Items from a data source
__________________________________________________
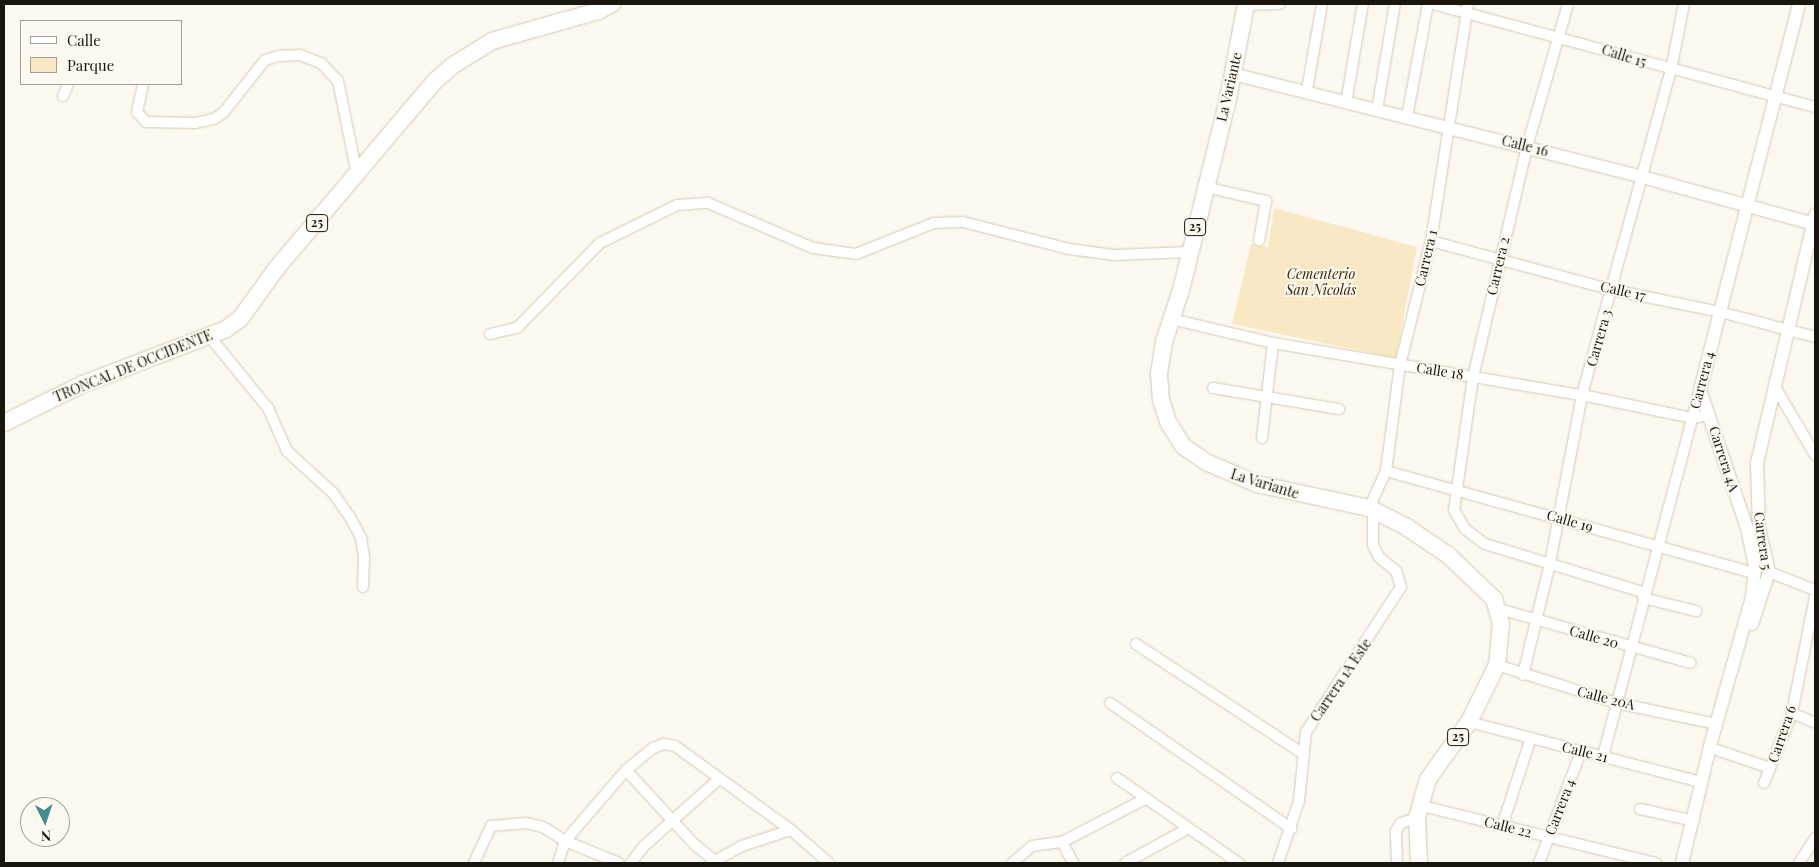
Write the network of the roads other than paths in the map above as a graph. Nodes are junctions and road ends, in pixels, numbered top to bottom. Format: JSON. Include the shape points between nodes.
{"nodes":[{"id":1,"x":612,"y":4,"type":"edge"},
{"id":2,"x":1246,"y":4,"type":"edge"},
{"id":3,"x":1280,"y":4,"type":"edge"},
{"id":4,"x":1322,"y":4,"type":"edge"},
{"id":5,"x":1363,"y":4,"type":"edge"},
{"id":6,"x":1395,"y":4,"type":"edge"},
{"id":7,"x":1428,"y":4,"type":"edge"},
{"id":8,"x":1433,"y":4,"type":"edge"},
{"id":9,"x":1568,"y":4,"type":"edge"},
{"id":10,"x":1684,"y":4,"type":"edge"},
{"id":11,"x":1798,"y":4,"type":"edge"},
{"id":12,"x":1467,"y":8,"type":"edge"},
{"id":13,"x":1559,"y":36,"type":"junction"},
{"id":14,"x":1671,"y":70,"type":"junction"},
{"id":15,"x":1233,"y":74,"type":"junction"},
{"id":16,"x":68,"y":85,"type":"edge"},
{"id":17,"x":144,"y":85,"type":"edge"},
{"id":18,"x":1307,"y":90,"type":"junction"},
{"id":19,"x":63,"y":96,"type":"dead end"},
{"id":20,"x":1774,"y":96,"type":"junction"},
{"id":21,"x":1346,"y":103,"type":"junction"},
{"id":22,"x":1815,"y":107,"type":"edge"},
{"id":23,"x":1377,"y":110,"type":"junction"},
{"id":24,"x":1407,"y":117,"type":"junction"},
{"id":25,"x":1447,"y":127,"type":"junction"},
{"id":26,"x":1527,"y":147,"type":"junction"},
{"id":27,"x":357,"y":174,"type":"junction"},
{"id":28,"x":1640,"y":176,"type":"junction"},
{"id":29,"x":1205,"y":187,"type":"junction"},
{"id":30,"x":1748,"y":204,"type":"junction"},
{"id":31,"x":1815,"y":221,"type":"edge"},
{"id":32,"x":1260,"y":240,"type":"dead end"},
{"id":33,"x":1431,"y":241,"type":"junction"},
{"id":34,"x":1189,"y":252,"type":"junction"},
{"id":35,"x":1500,"y":259,"type":"junction"},
{"id":36,"x":1612,"y":290,"type":"junction"},
{"id":37,"x":1720,"y":312,"type":"junction"},
{"id":38,"x":1171,"y":318,"type":"junction"},
{"id":39,"x":1788,"y":329,"type":"junction"},
{"id":40,"x":490,"y":334,"type":"dead end"},
{"id":41,"x":210,"y":337,"type":"junction"},
{"id":42,"x":1815,"y":338,"type":"edge"},
{"id":43,"x":1273,"y":343,"type":"junction"},
{"id":44,"x":1400,"y":365,"type":"junction"},
{"id":45,"x":1473,"y":377,"type":"junction"},
{"id":46,"x":1774,"y":383,"type":"junction"},
{"id":47,"x":1213,"y":388,"type":"dead end"},
{"id":48,"x":1700,"y":390,"type":"junction"},
{"id":49,"x":1266,"y":396,"type":"junction"},
{"id":50,"x":1582,"y":396,"type":"junction"},
{"id":51,"x":1339,"y":409,"type":"dead end"},
{"id":52,"x":1709,"y":415,"type":"junction"},
{"id":53,"x":1692,"y":418,"type":"junction"},
{"id":54,"x":4,"y":423,"type":"edge"},
{"id":55,"x":1262,"y":438,"type":"dead end"},
{"id":56,"x":1815,"y":455,"type":"edge"},
{"id":57,"x":1386,"y":471,"type":"junction"},
{"id":58,"x":1456,"y":490,"type":"junction"},
{"id":59,"x":1371,"y":509,"type":"junction"},
{"id":60,"x":1559,"y":517,"type":"junction"},
{"id":61,"x":1747,"y":528,"type":"joint"},
{"id":62,"x":1660,"y":548,"type":"junction"},
{"id":63,"x":1550,"y":563,"type":"junction"},
{"id":64,"x":1769,"y":572,"type":"junction"},
{"id":65,"x":1755,"y":573,"type":"junction"},
{"id":66,"x":363,"y":587,"type":"dead end"},
{"id":67,"x":1815,"y":590,"type":"edge"},
{"id":68,"x":1644,"y":595,"type":"junction"},
{"id":69,"x":1815,"y":597,"type":"edge"},
{"id":70,"x":1498,"y":609,"type":"junction"},
{"id":71,"x":1696,"y":611,"type":"dead end"},
{"id":72,"x":1537,"y":621,"type":"junction"},
{"id":73,"x":1136,"y":644,"type":"dead end"},
{"id":74,"x":1631,"y":648,"type":"junction"},
{"id":75,"x":1691,"y":663,"type":"dead end"},
{"id":76,"x":1497,"y":665,"type":"junction"},
{"id":77,"x":1523,"y":675,"type":"junction"},
{"id":78,"x":1617,"y":702,"type":"junction"},
{"id":79,"x":1110,"y":703,"type":"dead end"},
{"id":80,"x":1792,"y":713,"type":"junction"},
{"id":81,"x":1469,"y":722,"type":"junction"},
{"id":82,"x":1815,"y":723,"type":"edge"},
{"id":83,"x":1717,"y":724,"type":"junction"},
{"id":84,"x":1530,"y":738,"type":"junction"},
{"id":85,"x":1718,"y":750,"type":"junction"},
{"id":86,"x":1581,"y":751,"type":"junction"},
{"id":87,"x":1302,"y":753,"type":"junction"},
{"id":88,"x":1603,"y":756,"type":"junction"},
{"id":89,"x":1770,"y":768,"type":"junction"},
{"id":90,"x":626,"y":770,"type":"junction"},
{"id":91,"x":1117,"y":778,"type":"dead end"},
{"id":92,"x":719,"y":779,"type":"junction"},
{"id":93,"x":1702,"y":782,"type":"junction"},
{"id":94,"x":1764,"y":783,"type":"dead end"},
{"id":95,"x":1144,"y":799,"type":"junction"},
{"id":96,"x":1640,"y":809,"type":"dead end"},
{"id":97,"x":1417,"y":812,"type":"junction"},
{"id":98,"x":672,"y":820,"type":"junction"},
{"id":99,"x":1694,"y":821,"type":"junction"},
{"id":100,"x":1502,"y":826,"type":"junction"},
{"id":101,"x":1187,"y":828,"type":"junction"},
{"id":102,"x":1292,"y":829,"type":"junction"},
{"id":103,"x":791,"y":830,"type":"junction"},
{"id":104,"x":1548,"y":837,"type":"junction"},
{"id":105,"x":1815,"y":838,"type":"edge"},
{"id":106,"x":565,"y":841,"type":"junction"},
{"id":107,"x":1062,"y":842,"type":"junction"},
{"id":108,"x":1624,"y":859,"type":"edge"},
{"id":109,"x":712,"y":861,"type":"edge"},
{"id":110,"x":474,"y":863,"type":"edge"},
{"id":111,"x":558,"y":863,"type":"edge"},
{"id":112,"x":620,"y":863,"type":"edge"},
{"id":113,"x":631,"y":863,"type":"edge"},
{"id":114,"x":829,"y":863,"type":"edge"},
{"id":115,"x":1012,"y":863,"type":"edge"},
{"id":116,"x":1073,"y":863,"type":"edge"},
{"id":117,"x":1125,"y":863,"type":"edge"},
{"id":118,"x":1239,"y":863,"type":"edge"},
{"id":119,"x":1278,"y":863,"type":"edge"},
{"id":120,"x":1397,"y":863,"type":"edge"},
{"id":121,"x":1419,"y":863,"type":"edge"},
{"id":122,"x":1539,"y":863,"type":"edge"},
{"id":123,"x":1656,"y":863,"type":"edge"},
{"id":124,"x":1682,"y":863,"type":"edge"},
{"id":125,"x":1688,"y":863,"type":"edge"},
{"id":126,"x":1799,"y":863,"type":"edge"}],
"edges":[{"from":1,"to":27,"type":"main road","name":"TRONCAL DE OCCIDENTE","number":"25","via":[[598,11],[518,32],[471,52],[434,81]]},
{"from":2,"to":3,"type":"street"},
{"from":2,"to":15,"type":"main road","name":"La Variante","number":"25"},
{"from":4,"to":18,"type":"street"},
{"from":5,"to":21,"type":"street"},
{"from":6,"to":23,"type":"street"},
{"from":7,"to":24,"type":"street"},
{"from":8,"to":12,"type":"street","name":"Calle 15"},
{"from":9,"to":13,"type":"street","name":"Carrera 2"},
{"from":10,"to":14,"type":"street","name":"Carrera 3"},
{"from":11,"to":20,"type":"street","name":"Carrera 4"},
{"from":12,"to":13,"type":"street","name":"Calle 15"},
{"from":12,"to":25,"type":"street","name":"Carrera 1"},
{"from":13,"to":14,"type":"street","name":"Calle 15"},
{"from":13,"to":26,"type":"street","name":"Carrera 2"},
{"from":14,"to":20,"type":"street","name":"Calle 15"},
{"from":14,"to":28,"type":"street","name":"Carrera 3"},
{"from":15,"to":18,"type":"street","name":"Calle 16"},
{"from":15,"to":29,"type":"main road","name":"La Variante","number":"25"},
{"from":16,"to":19,"type":"street"},
{"from":17,"to":27,"type":"street","via":[[137,112],[146,122],[196,123],[214,119],[224,112],[265,60],[300,55],[321,63],[338,81]]},
{"from":18,"to":21,"type":"street","name":"Calle 16"},
{"from":20,"to":22,"type":"street","name":"Calle 15"},
{"from":20,"to":30,"type":"street","name":"Carrera 4"},
{"from":21,"to":23,"type":"street","name":"Calle 16"},
{"from":23,"to":24,"type":"street","name":"Calle 16"},
{"from":24,"to":25,"type":"street","name":"Calle 16"},
{"from":25,"to":26,"type":"street","name":"Calle 16"},
{"from":25,"to":33,"type":"street","name":"Carrera 1"},
{"from":26,"to":28,"type":"street","name":"Calle 16"},
{"from":26,"to":35,"type":"street","name":"Carrera 2"},
{"from":27,"to":41,"type":"main road","name":"TRONCAL DE OCCIDENTE","number":"25","via":[[276,269],[240,319]]},
{"from":28,"to":30,"type":"street","name":"Calle 16"},
{"from":28,"to":36,"type":"street","name":"Carrera 3"},
{"from":29,"to":32,"type":"street","via":[[1266,201]]},
{"from":29,"to":34,"type":"main road","name":"La Variante","number":"25"},
{"from":30,"to":31,"type":"street","name":"Calle 16"},
{"from":30,"to":37,"type":"street","name":"Carrera 4"},
{"from":31,"to":39,"type":"street","name":"Carrera 5"},
{"from":33,"to":35,"type":"street","name":"Calle 17"},
{"from":33,"to":44,"type":"street","name":"Carrera 1"},
{"from":34,"to":38,"type":"main road","name":"La Variante","number":"25"},
{"from":34,"to":40,"type":"street","via":[[1114,255],[1069,249],[962,222],[934,223],[856,254],[813,248],[708,203],[677,205],[600,243],[517,328]]},
{"from":35,"to":36,"type":"street","name":"Calle 17"},
{"from":35,"to":45,"type":"street","name":"Carrera 2"},
{"from":36,"to":37,"type":"street","name":"Calle 17"},
{"from":36,"to":50,"type":"street","name":"Carrera 3"},
{"from":37,"to":39,"type":"street","name":"Calle 17"},
{"from":37,"to":48,"type":"street","name":"Carrera 4"},
{"from":38,"to":43,"type":"street","name":"Calle 18"},
{"from":38,"to":59,"type":"main road","name":"La Variante","number":"25","via":[[1159,373],[1161,400],[1168,422],[1183,446],[1228,474],[1257,484]]},
{"from":39,"to":42,"type":"street","name":"Calle 17"},
{"from":39,"to":46,"type":"street","name":"Carrera 5"},
{"from":41,"to":54,"type":"main road","name":"TRONCAL DE OCCIDENTE","number":"25","via":[[83,384]]},
{"from":41,"to":66,"type":"street","via":[[268,408],[287,451],[333,493],[350,517],[362,548]]},
{"from":43,"to":44,"type":"street","name":"Calle 18"},
{"from":43,"to":49,"type":"street"},
{"from":44,"to":45,"type":"street","name":"Calle 18"},
{"from":44,"to":57,"type":"street","name":"Carrera 1"},
{"from":45,"to":50,"type":"street","name":"Calle 18"},
{"from":45,"to":58,"type":"street","name":"Carrera 2"},
{"from":46,"to":56,"type":"street"},
{"from":46,"to":64,"type":"street","name":"Carrera 5","via":[[1757,463],[1759,528]]},
{"from":47,"to":49,"type":"street"},
{"from":48,"to":52,"type":"street","name":"Carrera 4A"},
{"from":48,"to":53,"type":"street","name":"Carrera 4"},
{"from":49,"to":51,"type":"street"},
{"from":49,"to":55,"type":"street"},
{"from":50,"to":53,"type":"street","name":"Calle 18"},
{"from":50,"to":60,"type":"street","name":"Carrera 3"},
{"from":52,"to":53,"type":"street","name":"Calle 18"},
{"from":52,"to":61,"type":"street","name":"Carrera 4A"},
{"from":53,"to":62,"type":"street","name":"Carrera 4"},
{"from":57,"to":58,"type":"street","name":"Calle 19"},
{"from":57,"to":59,"type":"street","name":"Carrera 1"},
{"from":58,"to":60,"type":"street","name":"Calle 19"},
{"from":58,"to":63,"type":"street","name":"Carrera 2","via":[[1454,510],[1465,529],[1486,544]]},
{"from":59,"to":70,"type":"main road","name":"La Variante","number":"25","via":[[1405,526],[1448,555],[1486,588]]},
{"from":59,"to":87,"type":"street","name":"Carrera 1A Este","via":[[1374,545],[1379,557],[1396,571],[1401,587],[1306,732]]},
{"from":60,"to":62,"type":"street","name":"Calle 19"},
{"from":60,"to":63,"type":"street","name":"Carrera 3"},
{"from":61,"to":65,"type":"street","name":"Carrera 5"},
{"from":62,"to":65,"type":"street","name":"Calle 19"},
{"from":62,"to":68,"type":"street","name":"Carrera 4"},
{"from":63,"to":68,"type":"street"},
{"from":63,"to":72,"type":"street","name":"Carrera 3"},
{"from":64,"to":67,"type":"street"},
{"from":64,"to":85,"type":"street","name":"Carrera 5"},
{"from":65,"to":83,"type":"street","name":"Carrera 5","via":[[1752,597]]},
{"from":68,"to":71,"type":"street"},
{"from":68,"to":74,"type":"street","name":"Carrera 4"},
{"from":69,"to":80,"type":"street","name":"Carrera 6"},
{"from":70,"to":72,"type":"street","name":"Calle 20"},
{"from":70,"to":76,"type":"main road","name":"La Variante","number":"25","via":[[1501,623]]},
{"from":72,"to":74,"type":"street","name":"Calle 20"},
{"from":72,"to":77,"type":"street","name":"Carrera 3"},
{"from":73,"to":87,"type":"street"},
{"from":74,"to":75,"type":"street","name":"Calle 20"},
{"from":74,"to":78,"type":"street","name":"Carrera 4"},
{"from":76,"to":77,"type":"street","name":"Calle 20A"},
{"from":76,"to":81,"type":"main road","name":"La Variante","number":"25"},
{"from":77,"to":78,"type":"street","name":"Calle 20A"},
{"from":78,"to":83,"type":"street","name":"Calle 20A"},
{"from":78,"to":88,"type":"street","name":"Carrera 4"},
{"from":79,"to":102,"type":"street"},
{"from":80,"to":82,"type":"street"},
{"from":80,"to":89,"type":"street","name":"Carrera 6"},
{"from":81,"to":84,"type":"street","name":"Calle 21"},
{"from":81,"to":97,"type":"main road","name":"La Variante","number":"25","via":[[1437,764]]},
{"from":83,"to":93,"type":"street","name":"Carrera 5"},
{"from":84,"to":86,"type":"street","name":"Calle 21"},
{"from":84,"to":100,"type":"street"},
{"from":85,"to":89,"type":"street"},
{"from":85,"to":125,"type":"street","name":"Carrera 5"},
{"from":86,"to":88,"type":"street","name":"Calle 21"},
{"from":86,"to":104,"type":"street","name":"Carrera 4"},
{"from":87,"to":102,"type":"street","name":"Carrera 1A Este","via":[[1301,784]]},
{"from":88,"to":93,"type":"street","name":"Calle 21"},
{"from":89,"to":94,"type":"street","name":"Carrera 6"},
{"from":90,"to":92,"type":"street","via":[[653,748],[664,744],[675,746]]},
{"from":90,"to":98,"type":"street"},
{"from":90,"to":106,"type":"street"},
{"from":91,"to":95,"type":"street"},
{"from":92,"to":98,"type":"street"},
{"from":92,"to":103,"type":"street"},
{"from":93,"to":99,"type":"street","name":"Carrera 5"},
{"from":95,"to":101,"type":"street"},
{"from":95,"to":107,"type":"street"},
{"from":96,"to":99,"type":"street"},
{"from":97,"to":100,"type":"street","name":"Calle 22"},
{"from":97,"to":120,"type":"street","via":[[1401,822],[1396,831]]},
{"from":97,"to":121,"type":"main road","name":"La Variante","number":"25"},
{"from":98,"to":109,"type":"street"},
{"from":98,"to":113,"type":"street"},
{"from":99,"to":124,"type":"street","name":"Carrera 5"},
{"from":100,"to":104,"type":"street","name":"Calle 22"},
{"from":101,"to":117,"type":"street"},
{"from":101,"to":118,"type":"street"},
{"from":102,"to":119,"type":"street","name":"Carrera 1A Este"},
{"from":103,"to":109,"type":"street","via":[[742,846]]},
{"from":103,"to":114,"type":"street"},
{"from":104,"to":108,"type":"street","name":"Calle 22"},
{"from":104,"to":122,"type":"street","name":"Carrera 4"},
{"from":105,"to":126,"type":"street"},
{"from":106,"to":110,"type":"street","via":[[551,831],[526,823],[491,826]]},
{"from":106,"to":111,"type":"street"},
{"from":106,"to":112,"type":"street"},
{"from":107,"to":115,"type":"street","via":[[1032,846]]},
{"from":107,"to":116,"type":"street"},
{"from":108,"to":123,"type":"street","name":"Calle 22"}]}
__________________________________________________
- _Exercise prompt_:
Scan the data above and copy each line containing the word "nodes".

- _Response below_:
Write the network of the roads other than paths in the map above as a graph. Nodes are junctions and road ends, in pixels, numbered top to bottom. Format: JSON. Include the shape points between nodes.
{"nodes":[{"id":1,"x":612,"y":4,"type":"edge"},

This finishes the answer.